Todos esses aspectos se tornaram, de certa maneira, relativamente simples em função do programa de processamento de dados que havia adotado e da colaboração de meu filho Fernando. Ele, com seus conhecimentos e com muita paciência e desprendimento, introduziu modificações no programa que facilitou, a partir de modificações no sistema de estruturação básico e a partir de um cadastro geral único formatar genealogias de cada uma das famílias cujos primeiros ancestrais tivessem sido cadastrados. Sempre que são visualizadas inovações meu filho tem prestado a sua colaboração.

Muitas dessas famílias já tinham suas árvores genealógicas levantadas. Algumas parciais, outras somente em relação a alguns ramos de descendentes, mas na sua maioria incompletas, ainda que apenas até determinado período de tempo. Todavia, nestes casos tive o trabalho facilitado, para apenas, com seus elementos, sistematizá-los e completá-los com novos dados em programa próprio de computador.

 Por isso, não pretendo me considerar autor integral do trabalho desenvolvido e do resultado alcançado, que se traduz na “Genealogia” de cada uma das famílias, até esse momento. Ele também é devido a outros que me antecederam, quer por obras publicadas ou não, quer por colaboração em pesquisas de informações.

 É bom que se diga que minha preocupação com o trabalho foi voltada essencialmente para formar a genealogia e não as histórias das famílias pesquisadas, a não ser da família Deschamps. Mesmo assim, no decorrer do trabalho foram encontrados documentos que podem auxiliar no histórico das demais famílias.

 Ademais, a obra é incompleta, quer em relação ao período de tempo abrangido, que é inteiramente variável, quer em relação a determinados ramos familiares que dependem de levantamentos próprios em lugares totalmente diferentes daqueles em que as pesquisas foram realizadas. Só para exemplificar, o Brasil é imenso e nos lugares mais distantes são encontrados muitos membros das respectivas famílias.

 Além disso, os levantamentos e dados colhidos se reportam quase que exclusivamente em relação aos ramos familiares que se estabeleceram no Vale do Itajaí, complementados por outros já disponíveis de outras regiões. Excepcionalmente foram feitos levantamentos em outras regiões do Estado de Santa Catarina.

 Alerte-se, contudo, que o trabalho que se está desenvolvendo pode revelar imperfeições em razão dos dados do período mais antigo serem de difícil obtenção. Por isso, quem verificar um erro pode se comunicar para ser feita a correção devida.

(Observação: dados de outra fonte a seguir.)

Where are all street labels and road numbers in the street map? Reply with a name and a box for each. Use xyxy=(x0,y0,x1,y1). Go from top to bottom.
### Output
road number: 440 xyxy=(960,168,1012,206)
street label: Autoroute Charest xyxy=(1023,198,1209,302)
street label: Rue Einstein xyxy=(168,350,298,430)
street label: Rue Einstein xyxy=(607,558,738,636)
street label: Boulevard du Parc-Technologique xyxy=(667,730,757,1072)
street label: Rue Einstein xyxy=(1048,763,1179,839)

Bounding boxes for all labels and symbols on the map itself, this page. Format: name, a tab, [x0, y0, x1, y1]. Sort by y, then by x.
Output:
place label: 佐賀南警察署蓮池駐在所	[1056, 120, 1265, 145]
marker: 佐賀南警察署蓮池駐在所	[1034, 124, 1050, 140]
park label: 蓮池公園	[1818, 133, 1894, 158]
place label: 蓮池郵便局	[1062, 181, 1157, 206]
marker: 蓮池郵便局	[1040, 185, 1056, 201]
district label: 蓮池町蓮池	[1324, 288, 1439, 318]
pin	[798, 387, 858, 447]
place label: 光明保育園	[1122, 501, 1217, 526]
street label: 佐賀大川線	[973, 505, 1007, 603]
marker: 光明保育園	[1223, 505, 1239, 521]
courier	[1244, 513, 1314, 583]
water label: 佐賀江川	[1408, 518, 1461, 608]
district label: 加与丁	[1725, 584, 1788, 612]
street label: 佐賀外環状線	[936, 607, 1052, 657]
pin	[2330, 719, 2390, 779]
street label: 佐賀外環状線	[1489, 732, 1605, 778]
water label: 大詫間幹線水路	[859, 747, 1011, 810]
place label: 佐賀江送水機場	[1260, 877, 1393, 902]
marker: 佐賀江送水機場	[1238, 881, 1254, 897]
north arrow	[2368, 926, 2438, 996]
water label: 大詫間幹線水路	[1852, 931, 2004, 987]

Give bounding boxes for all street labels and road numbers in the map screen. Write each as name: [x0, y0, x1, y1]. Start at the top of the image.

 Por outro lado a obra exige uma continuidade e uma atualização  constante, com acréscimo de novos dados de outros membros da família a medida que ela cresce ou haja desaparecimento de um deles, o que o torna extremamente dinâmica. Assim, espero dar seqüência ao mesmo e, se não me for possível, que outros o façam, para manter viva a chama que nos faz dar continuidade, para complementar com futuras gerações, ainda que seja para cada uma dos ramos de cada família, sempre em nome e em respeito aos nossos antepassados.

Quero, finalmente, deixar registrado que entendo que Jean R. Rul e Aderbal João Philippi, se não são os precursores das pesquisas genealógicas da região, são, no mínimo, os criadores das fontes fundamentais para as mesmas, e a quem rendo minhas homenagens.